If I was in Peter Mandelson's position, I would have brought forward a raft of consumer protection legislation. In fact I would go back to Margaret Beckett, back in 1997 when she became the first Secretary of State for Trade and Industry under Tony Blair (Mandelson briefly had the role in 1998 before it went to Stephen Byers) and say that New Labour, with its consumer-focused, modern party attitude of the era of service sector industry, needs proper protection, especially as back in the late 1990s new areas of trade notably via the internet were expanding. All companies should be compelled to make it easier to extract yourself from contracts. They should be compelled to have physical addresses you can write to, in order to do this. No company should be allowed to charge for a service that the user can no longer access. There should be a limit on all fixed-term contracts, such as you should be able to get out of any contract with 3 months' notice. I know rental contracts that even if you give immediate notice you want to leave the house, you will have to pay for a further 11 months for a house that you are no longer living in and most often has other tenants in it. This set of measures would have made a nice punchy package of legislation for the new government to show the people of Britain it was on their side. It is not revolutionary and actually would have encouraged good companies. Instead bad, nasty, greedy companies have been allowed to come to the fore and the blank face approach is a key weapon in their arsenal in squeezing every last drop from consumers in return for poor service and in fact, increasingly, often, for providing nothing at all.

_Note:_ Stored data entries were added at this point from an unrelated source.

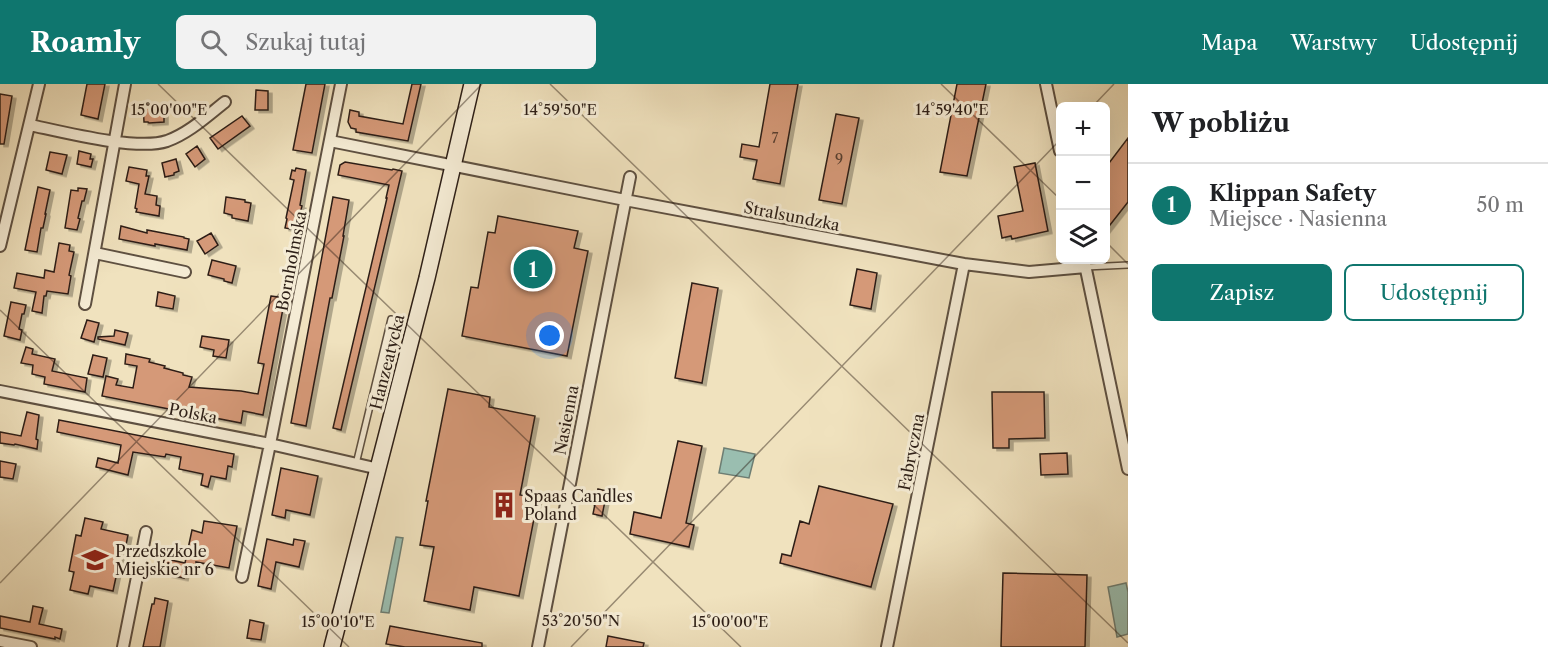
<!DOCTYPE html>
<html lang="pl">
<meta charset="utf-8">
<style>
:root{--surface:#fff;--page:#f2f2f2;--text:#202124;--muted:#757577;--line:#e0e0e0;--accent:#0f766e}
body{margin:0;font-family:"Libre Caslon Text",serif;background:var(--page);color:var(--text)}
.controls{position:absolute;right:18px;top:18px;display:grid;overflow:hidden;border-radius:9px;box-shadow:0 6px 24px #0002}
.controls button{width:54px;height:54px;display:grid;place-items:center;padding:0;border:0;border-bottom:2px solid var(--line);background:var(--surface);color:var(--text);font:30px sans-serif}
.you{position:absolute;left:550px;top:252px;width:21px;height:21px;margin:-15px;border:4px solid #fff;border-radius:50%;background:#1a73e8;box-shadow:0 0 0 9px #1a73e833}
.badge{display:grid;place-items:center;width:39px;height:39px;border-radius:50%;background:var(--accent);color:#fff;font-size:20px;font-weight:700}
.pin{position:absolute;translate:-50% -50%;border:3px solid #fff;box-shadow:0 2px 6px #0006}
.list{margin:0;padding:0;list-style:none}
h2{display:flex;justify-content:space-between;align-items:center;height:78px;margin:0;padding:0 24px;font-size:26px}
h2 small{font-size:20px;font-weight:400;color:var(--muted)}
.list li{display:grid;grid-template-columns:39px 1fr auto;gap:18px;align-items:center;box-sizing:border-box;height:84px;padding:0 24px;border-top:2px solid var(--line)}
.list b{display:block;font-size:22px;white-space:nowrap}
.list p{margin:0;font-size:20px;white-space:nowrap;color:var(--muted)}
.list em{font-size:20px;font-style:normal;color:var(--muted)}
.actions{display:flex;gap:12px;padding:18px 24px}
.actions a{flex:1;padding:14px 0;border:2px solid var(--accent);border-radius:9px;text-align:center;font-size:21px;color:var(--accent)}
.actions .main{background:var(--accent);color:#fff}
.icon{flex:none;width:33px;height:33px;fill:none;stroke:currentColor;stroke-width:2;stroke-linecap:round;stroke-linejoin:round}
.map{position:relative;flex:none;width:1128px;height:563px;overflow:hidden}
header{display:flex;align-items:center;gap:36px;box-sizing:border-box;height:84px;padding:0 30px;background:var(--accent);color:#fff}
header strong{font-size:28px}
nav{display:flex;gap:33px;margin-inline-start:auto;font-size:21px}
.search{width:420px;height:54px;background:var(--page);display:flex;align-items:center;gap:15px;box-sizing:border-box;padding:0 21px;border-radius:9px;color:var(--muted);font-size:22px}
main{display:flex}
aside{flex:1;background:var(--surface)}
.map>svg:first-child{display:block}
.water{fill:#9abeb0;stroke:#6e7e73;stroke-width:1.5}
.building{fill:#d59978;stroke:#2d1f17;stroke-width:1.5;filter:url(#shadow)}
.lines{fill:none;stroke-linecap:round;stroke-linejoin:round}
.lane-casing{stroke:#5e5041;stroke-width:8}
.street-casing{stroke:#5e5041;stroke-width:14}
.secondary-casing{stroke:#2d1f17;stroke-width:18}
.lane{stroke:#f5ecd5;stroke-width:5}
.street{stroke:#f5ecd5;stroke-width:10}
.secondary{stroke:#f5ecd5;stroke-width:15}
.ticks{fill:none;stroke:#2d1f17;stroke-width:1.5;stroke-opacity:0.45}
.labels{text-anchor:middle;stroke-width:6;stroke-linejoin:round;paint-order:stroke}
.number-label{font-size:14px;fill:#573e2f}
.street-label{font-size:16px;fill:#2d1f17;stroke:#f5ecd5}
.poi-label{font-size:16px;fill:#2d1f17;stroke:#f5ecd5;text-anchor:start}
.ticks-label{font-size:15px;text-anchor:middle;fill:#2d1f17;stroke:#f5ecd5;stroke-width:6;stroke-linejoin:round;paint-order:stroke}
</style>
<header>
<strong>Roamly</strong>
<div class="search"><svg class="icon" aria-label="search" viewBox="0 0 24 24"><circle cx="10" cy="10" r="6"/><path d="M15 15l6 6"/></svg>Szukaj tutaj</div>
<nav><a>Mapa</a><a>Warstwy</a><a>Udostępnij</a></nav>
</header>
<main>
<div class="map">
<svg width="1128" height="563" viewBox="0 0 1128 563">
<defs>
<filter id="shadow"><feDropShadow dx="4" dy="2.5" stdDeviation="0" flood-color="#0004"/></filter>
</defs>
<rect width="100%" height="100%" fill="#f0e2be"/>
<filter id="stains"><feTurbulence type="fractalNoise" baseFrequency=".00333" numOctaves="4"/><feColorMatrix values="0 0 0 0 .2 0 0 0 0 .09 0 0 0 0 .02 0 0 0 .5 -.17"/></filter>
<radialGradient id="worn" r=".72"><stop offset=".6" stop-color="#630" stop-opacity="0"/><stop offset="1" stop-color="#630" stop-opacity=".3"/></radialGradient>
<path class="water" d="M724 364 755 370 749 394 719 389Z
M396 453 403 454 389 529 381 528Z
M1126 499 1128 508V550L1117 553 1108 503Z"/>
<path class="building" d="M87 0H105L98 35 81 31Z
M306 0H325L312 69 293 66Z
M412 0H421L408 57 356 48V45L351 44 348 38 350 26 359 28V32L403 40Z
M770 0H798L780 100 753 95 757 76 740 73 742 60 759 63Z
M957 0H986L967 92 940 88Z
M256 6 268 7V26H255Z
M0 10 12 12 4 60H0Z
M143 20H151L152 27 164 26V38L149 39 148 38H144Z
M836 30 859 34 842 120 819 116Z
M242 32 250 42 218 65 210 54Z
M1128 54V118L1106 146V83Z
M197 62 205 75 195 83 186 70Z
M79 67 91 70 90 75H93L91 83 77 80Z
M50 68 67 71 62 90 46 86Z
M176 75 179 87 174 89V91L165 93 162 79Z
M345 78 392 86 393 85 402 87 341 346 333 344 387 114H386L389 101 338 91 340 81Z
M1035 79 1048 147 1012 155 1011 152 1002 154 998 132 1023 127 1014 83Z
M129 83 147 86 146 92H149L145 110 157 112 156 121 160 122 159 132 136 128 137 125 135 124 139 100 126 97Z
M296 84 306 86 300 121 302 122 296 146 285 144 287 135 286 134 294 96 290 95 292 86 295 87Z
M38 103 50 106 45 130H46L43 144H41L37 168 25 166Z
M78 104 87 105 84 117H82L78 134 80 135 77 146 65 144 71 106 78 107Z
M226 113 245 116V118L251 119 248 137 232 134V131L224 129Z
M333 113 349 116 343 152H344L332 214H330L306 342 291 339Z
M498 132 578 147 574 164 588 167 567 272 462 252 471 203 478 204 488 148 495 149Z
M121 142 147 149V146L184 153V154L189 155 187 166 155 160V162L119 155Z
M211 149 218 161 205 170 197 157Z
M59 159 70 161 69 167 74 168 69 191 71 192 68 210 47 207 46 212H44L42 229 32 227 36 208 14 204 17 189 44 194 45 186 54 188Z
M212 176 236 182 232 199 224 197V195L208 191Z
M857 185 877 189 871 225 850 221Z
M692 199 718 204 702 299 675 294Z
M158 208 175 212 173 225 156 222Z
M271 212 285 214 263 331 243 327 241 339 102 312 106 292 118 295 116 301 133 304 137 282 125 280 126 270 150 275 149 278 165 282 164 284 183 289V291L192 293 189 303 241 307 258 310 264 280 258 279Z
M11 218 26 221 24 230H22L19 245 22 246 20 256 4 252Z
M87 236 99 239 94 258 81 254Z
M115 246 128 249 125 261 98 255V253L114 252Z
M202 252 229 256 226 274 213 272 214 266 200 263Z
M26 263 33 265 32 270 55 275 52 287 87 294 85 308 44 300 45 293 32 290 33 281 21 279Z
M93 271 107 274 103 293 88 290Z
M448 305 490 313 489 323 535 332 520 411 538 414 519 512 474 503 470 526 424 517 434 463 420 461 428 417H426Z
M992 308H1044L1045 354 1009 355V364H993Z
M27 328 39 331 36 355 38 356 37 365 15 360 14 361 0 359V348L21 352Z
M59 336 234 370 232 383 228 382 226 395 211 392 208 403 201 401 203 390 179 385 181 373 166 370 165 373 133 368 128 391 96 383 98 374 118 379 121 361 57 348Z
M678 357 702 362 686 439 694 441 689 463 630 450 634 428 661 434Z
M1067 369 1068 390 1041 391 1040 370Z
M0 377 16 380 13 395 0 393Z
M281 384 318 392 310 431 286 426 285 434 272 431Z
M819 402 893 420 871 503 780 479 782 470 791 472 800 437 809 440Z
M598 405 607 407 602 432 593 430Z
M85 434 103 438 101 445 128 451 125 466 122 465 113 507 90 502 88 510 70 506 74 488 69 487 76 451 81 452Z
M204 437 237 442 229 484 196 478V482L187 481 184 494 161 489 166 468 171 476 185 479 192 446 202 449Z
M267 455 293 461 294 455 305 457 299 483 276 478 271 505 258 502Z
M1003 489 1087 491 1085 563H1001Z
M155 514 168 517 160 563H143L152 520H154Z
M33 522 43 524 39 540 62 545 60 555 55 553V555L0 544V532L30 538Z
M250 536 264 539 261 556 247 554Z
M390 542 482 559V563H405L386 560Z
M608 552 644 559 643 563H606Z"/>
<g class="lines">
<g class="lane-casing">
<path id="lane" d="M1086 183 1128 181
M356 380 391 235"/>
</g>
<g class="street-casing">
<path id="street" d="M1046 0 1060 67
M30 41C63 48 137 67 167 57 189 49 207 32 225 18
M330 57 625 116 964 180 1029 188 1086 183
M0 162 39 0
M95 169 185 188
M1084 176 1128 385
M85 220 125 0
M0 307 270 360 379 385
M242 493 270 360 341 0
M0 557 31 563
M123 563 146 448
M538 563 630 93
M887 563 964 180"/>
</g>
<g class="secondary-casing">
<path id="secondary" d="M332 563 427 194 472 0"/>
</g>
<use href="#lane" class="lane"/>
<use href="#street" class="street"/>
<use href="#secondary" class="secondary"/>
</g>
<path class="ticks" d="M158 0 741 563M550 0 1128 559M941 0 1060 115M1093 22 1114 0M1106 158 1128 180M0 226 349 563M0 499 482 0M571 563 1060 56"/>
<defs>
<g id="building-bare" transform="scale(2.07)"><path d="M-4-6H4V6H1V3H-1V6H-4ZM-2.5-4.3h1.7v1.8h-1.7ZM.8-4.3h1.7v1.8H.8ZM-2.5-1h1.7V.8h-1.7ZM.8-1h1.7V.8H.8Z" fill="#8f2418" stroke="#f5ecd5" stroke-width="2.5" paint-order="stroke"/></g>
<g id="school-bare" transform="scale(2.07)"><path d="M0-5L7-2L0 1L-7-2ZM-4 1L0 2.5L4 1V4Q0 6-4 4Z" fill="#8f2418" stroke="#f5ecd5" stroke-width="2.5" paint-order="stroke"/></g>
</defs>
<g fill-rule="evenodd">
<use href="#building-bare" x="504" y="421"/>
<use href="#school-bare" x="95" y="476"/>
</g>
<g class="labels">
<g class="number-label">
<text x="775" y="59">7</text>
<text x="839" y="80">9</text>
</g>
<g class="street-label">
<text transform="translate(792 132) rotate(11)" y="6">Stralsundzka</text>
<text transform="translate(291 177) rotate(-79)" y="6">Bornholmska</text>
<text transform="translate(387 278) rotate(-76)" y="6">Hanzeatycka</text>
<text transform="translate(193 329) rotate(11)" y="6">Polska</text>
<text transform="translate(566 336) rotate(-79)" y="6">Nasienna</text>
<text transform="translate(911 368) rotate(-79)" y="6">Fabryczna</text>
</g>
<g class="poi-label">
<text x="524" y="418">Spaas Candles<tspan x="524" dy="18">Poland</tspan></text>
<text x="115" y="473">Przedszkole<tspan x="115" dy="18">Miejskie nr 6</tspan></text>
</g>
</g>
<g class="ticks-label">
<text x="169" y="31">15°00'00"E</text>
<text x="560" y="31">14°59'50"E</text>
<text x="952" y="31">14°59'40"E</text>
<text x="581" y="542">53°20'50"N</text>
<text x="338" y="543">15°00'10"E</text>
<text x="730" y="543">15°00'00"E</text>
</g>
<rect width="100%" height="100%" filter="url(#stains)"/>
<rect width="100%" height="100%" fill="url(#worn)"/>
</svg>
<div class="controls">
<button>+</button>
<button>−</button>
<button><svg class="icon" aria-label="layers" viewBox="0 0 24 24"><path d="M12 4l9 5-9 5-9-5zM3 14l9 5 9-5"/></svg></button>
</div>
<div class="you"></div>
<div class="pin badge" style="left:533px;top:185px">1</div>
</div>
<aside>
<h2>W pobliżu<small></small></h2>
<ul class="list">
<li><span class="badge">1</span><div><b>Klippan Safety</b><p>Miejsce · Nasienna</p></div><em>50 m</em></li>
</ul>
<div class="actions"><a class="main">Zapisz</a><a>Udostępnij</a></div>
</aside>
</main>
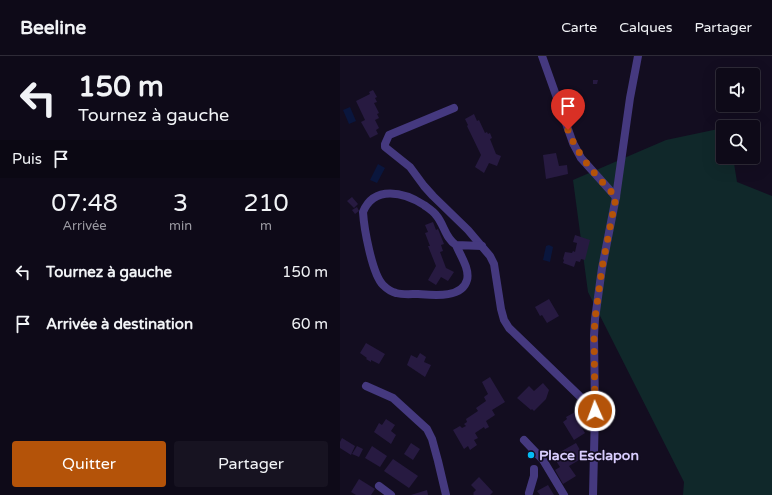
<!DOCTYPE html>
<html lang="fr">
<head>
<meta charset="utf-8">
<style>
	body { margin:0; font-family:"Varela Round",sans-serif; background:#171321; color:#f1f3f6; height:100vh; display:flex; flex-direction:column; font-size:15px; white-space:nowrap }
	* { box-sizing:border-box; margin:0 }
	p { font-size:13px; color:#9b9aa2 }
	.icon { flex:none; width:22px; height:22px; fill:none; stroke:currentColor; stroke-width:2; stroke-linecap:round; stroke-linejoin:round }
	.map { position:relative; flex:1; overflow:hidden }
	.side { display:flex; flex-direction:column; background:#0e0a18; width:340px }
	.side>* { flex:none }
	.top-card { background:#0e0a18; color:#f1f3f6; overflow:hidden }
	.tools { position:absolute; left:376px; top:12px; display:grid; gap:8px }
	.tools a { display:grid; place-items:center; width:44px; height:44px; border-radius:4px; background:#0e0a18; box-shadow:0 4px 16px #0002,0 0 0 1px #2e2b37; font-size:20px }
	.pin { position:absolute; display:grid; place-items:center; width:34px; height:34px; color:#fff; margin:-41px -17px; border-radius:50% 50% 50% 0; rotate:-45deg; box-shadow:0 0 4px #0007 }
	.pin .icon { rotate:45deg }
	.me { position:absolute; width:44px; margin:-22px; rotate:358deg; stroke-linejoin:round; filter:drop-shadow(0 0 3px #0008) }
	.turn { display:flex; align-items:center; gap:14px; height:84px; padding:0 12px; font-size:18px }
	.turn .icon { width:52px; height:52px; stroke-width:2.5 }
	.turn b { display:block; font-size:28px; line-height:34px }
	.then { display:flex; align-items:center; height:38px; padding:0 12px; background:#0003; gap:8px; font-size:15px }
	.eta { display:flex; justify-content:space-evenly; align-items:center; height:68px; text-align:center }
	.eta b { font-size:24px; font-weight:600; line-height:28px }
	.cta { display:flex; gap:8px; margin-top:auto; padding:8px 12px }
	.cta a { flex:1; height:46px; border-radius:4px; background:#b45309; color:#fff; font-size:16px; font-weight:600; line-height:46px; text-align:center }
	.cta a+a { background:#171321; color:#f1f3f6 }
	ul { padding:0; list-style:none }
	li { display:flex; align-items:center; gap:12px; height:52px; padding:0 12px }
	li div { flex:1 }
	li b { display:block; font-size:15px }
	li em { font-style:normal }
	header { display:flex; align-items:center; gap:24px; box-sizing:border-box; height:56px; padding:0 20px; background:#0e0a18; border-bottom:1px solid #2e2b37 }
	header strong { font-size:19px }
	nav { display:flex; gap:22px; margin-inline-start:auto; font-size:14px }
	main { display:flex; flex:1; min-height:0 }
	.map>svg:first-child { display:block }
	.green { fill:#10282a }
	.water { fill:#0a163d }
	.building { fill:#271a41 }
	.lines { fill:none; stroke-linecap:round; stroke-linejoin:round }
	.street { stroke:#45397f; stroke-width:8 }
	.route { stroke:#b45309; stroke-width:7; stroke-dasharray:0 12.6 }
	.poi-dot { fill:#04bcf4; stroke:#130d20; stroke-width:1.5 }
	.labels { text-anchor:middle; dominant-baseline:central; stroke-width:3.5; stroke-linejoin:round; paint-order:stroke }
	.poi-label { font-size:14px; font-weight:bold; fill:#d9cdfe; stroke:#130d20; text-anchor:start }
</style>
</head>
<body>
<header>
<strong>Beeline</strong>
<nav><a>Carte</a><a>Calques</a><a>Partager</a></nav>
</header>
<main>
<section class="side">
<div class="top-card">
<div class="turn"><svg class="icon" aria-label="left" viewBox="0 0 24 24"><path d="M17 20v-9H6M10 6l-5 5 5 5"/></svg><div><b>150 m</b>Tournez à gauche</div></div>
<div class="then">Puis<svg class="icon" aria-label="arrive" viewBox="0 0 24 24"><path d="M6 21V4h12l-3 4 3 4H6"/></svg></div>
</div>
<div class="eta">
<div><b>07:48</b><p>Arrivée</p></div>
<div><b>3</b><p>min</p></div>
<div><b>210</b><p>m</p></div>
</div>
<ul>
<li><svg class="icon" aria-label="left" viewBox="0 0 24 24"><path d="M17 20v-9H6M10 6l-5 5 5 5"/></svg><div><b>Tournez à gauche</b></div><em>150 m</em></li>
<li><svg class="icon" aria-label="arrive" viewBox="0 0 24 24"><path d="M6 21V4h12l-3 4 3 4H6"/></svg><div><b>Arrivée à destination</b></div><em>60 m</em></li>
</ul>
<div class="cta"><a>Quitter</a><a>Partager</a></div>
</section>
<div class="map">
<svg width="432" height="439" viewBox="0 0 432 439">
	<rect width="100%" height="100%" fill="#130d20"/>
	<!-- green -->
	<polygon class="green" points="383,72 383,101 393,101 397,126 432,140 432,439 343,439 344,426 248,236 233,124 326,84"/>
	<!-- water -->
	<g class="water">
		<polygon points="10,51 16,65 9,68 3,54"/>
		<polygon points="38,108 45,112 37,127 30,124"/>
		<polygon points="209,189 213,191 210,206 203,204 206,190"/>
	</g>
	<!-- building -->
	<g class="building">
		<polygon points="253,24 258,24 257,28 253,28"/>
		<polygon points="33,34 37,41 35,42 37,46 34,47 39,57 37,58 39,62 35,64 39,72 36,74 38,78 30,82 21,66 25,64 16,45 30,38 29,36"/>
		<polygon points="134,58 137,65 139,64 145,77 147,76 148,78 150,77 152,82 150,83 156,98 161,100 157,110 149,107 144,117 135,111 141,99 127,70 128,69 125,63"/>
		<polygon points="216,97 219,110 227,109 228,118 206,123 203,99"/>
		<polygon points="12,141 18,148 14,152 7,145"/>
		<polygon points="17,151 19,155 15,158 12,154"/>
		<polygon points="93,166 96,174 98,173 104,188 101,189 103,195 100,196 106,212 114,216 108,225 101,221 96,229 88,224 96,210 88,190 90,190 85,177 88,176 85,169"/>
		<polygon points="235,179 250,184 245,204 241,203 240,206 236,205 234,211 223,207 224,204 223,203 225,196 232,197 233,195 235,196 237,187 233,186"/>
		<polygon points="209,243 219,260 207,267 202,259 200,260 195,251"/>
		<polygon points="26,287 45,298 39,308 31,304 31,306 26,303 27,302 20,297"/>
		<polygon points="80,297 86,301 84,306 91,309 85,321 67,309 71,299 77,302"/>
		<polygon points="150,321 165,346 152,354 155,359 146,365 149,371 145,373 144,371 135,377 138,382 134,384 137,389 130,394 128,390 124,393 113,374 120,370 122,372 126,370 124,368 127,366 126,363 138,355 136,352 146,345 144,341 148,338 142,326"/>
		<polygon points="203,327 209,334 206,343 194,355 192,353 191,354 177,342 189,330 194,335"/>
		<polygon points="237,355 243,364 239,367 245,377 234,384 223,366 227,363 226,361"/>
		<polygon points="46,363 55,369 51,375 56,379 51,388 34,376 39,367 42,369"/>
		<polygon points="2,382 15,390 11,399 0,392 0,386"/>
		<polygon points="71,387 80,393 73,404 64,398"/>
		<polygon points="236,387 244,401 229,410 236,420 223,428 215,414 220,411 213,400"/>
		<polygon points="17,390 23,393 19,401 12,398"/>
		<polygon points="32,390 47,400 40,411 25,402"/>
		<polygon points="53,403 78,420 69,432 44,415"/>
		<polygon points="139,421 153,436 150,439 133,439 134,438 133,437 136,434 131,429"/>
		<polygon points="19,423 35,433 31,439 16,439 11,436"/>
		<polygon points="208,429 214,439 200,439 197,435"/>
		<polygon points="87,434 88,439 71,439"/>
	</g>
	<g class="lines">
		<!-- street -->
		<g class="street">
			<polyline points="202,0 233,87 241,102 276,141"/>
			<polyline points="114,52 49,79 45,88 45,91 70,111 84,130 93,140 128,174 150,200 154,208 161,253 164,264 169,272 255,355"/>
			<path d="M116,189C120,199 130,213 127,224C122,243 92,239 78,238C71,238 63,239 56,237C52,236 47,233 43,229C32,218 24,172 23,156C34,129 64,136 84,149C88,152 93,155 96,159C104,168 105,182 116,189L142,190"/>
			<polyline points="26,330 53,342 87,373 92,383 98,405 106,439"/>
			<polyline points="184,384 203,404 224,439"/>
			<polyline points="39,430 51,439"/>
			<polyline points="189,437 194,420 194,413"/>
			<polyline points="253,439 255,355 254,280 255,263 262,212 276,141 290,42 298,0"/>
		</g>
	</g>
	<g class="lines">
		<!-- route -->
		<path class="route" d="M228,74C238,101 257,120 276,141L262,212L255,263L254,280L255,355"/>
	</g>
	<!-- markers -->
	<circle class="poi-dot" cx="191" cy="399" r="4"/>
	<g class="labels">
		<!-- poi labels -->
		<g class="poi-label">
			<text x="199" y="399">Place Esclapon</text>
		</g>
	</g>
</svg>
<div class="tools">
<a><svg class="icon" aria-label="sound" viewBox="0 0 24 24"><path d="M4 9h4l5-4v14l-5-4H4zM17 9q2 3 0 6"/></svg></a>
<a><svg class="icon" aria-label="search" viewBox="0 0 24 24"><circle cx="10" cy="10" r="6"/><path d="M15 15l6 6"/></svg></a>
</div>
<div class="pin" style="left:228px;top:74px;background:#d93025"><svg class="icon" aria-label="arrive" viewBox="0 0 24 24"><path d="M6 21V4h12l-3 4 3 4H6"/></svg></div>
<svg class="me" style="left:255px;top:355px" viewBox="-20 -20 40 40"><circle r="17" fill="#b45309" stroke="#fff" stroke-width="3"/><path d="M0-11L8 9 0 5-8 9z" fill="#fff"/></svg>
</div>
</main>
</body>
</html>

Of course, this is not even a 'what if?', it is a fantasy, it was never going to happen. Blair only got into power with the backing of Rupert Murdoch and Murdoch's reward was to not to have to face any legislation that would have hampered the intimidationg business practices his company seems to relish. How close Blair and Murdoch were has often been revealed, for example: http://www.guardian.co.uk/media/2006/jul/23/newscorporation.rupertmurdoch
Even as prime minister Blair was flying out to address Murdoch's News International as if he was a private citizen that you can hire for after dinner speeches rather than leader of a country. Do not even get me started on how Murdoch has more control over legislation in the UK than the average government minister: http://www.independent.co.uk/news/media/murdoch-set-to-back-blair--for-a-place-in-his-boardroom-409652.html

You could tell that no minister under Blair would go anywhere near true consumer protection with such a businessman who loves underhand business approaches in such a strong position in regard to the British political scene. Thus, twelve years on, millions of UK citizens are suffering from being manhandled by service companies that feel it is fine to take money for services they are not providing and to make it so difficult for customers to escape from contracts. This is not going to change in the UK while politicians are so shackled to unscrupulous business people. Ironically Murdoch does not like David Cameron, because Cameron inherited his wealth rather than made it himself. Trapped between the interests of inherited wealth and wealth through hard-pressure techniques, the average British person is simply something to be squeezed into debt. On this basis there is no choice at all at the next election, neither of the leading parties will do anything to help you as a service consumer.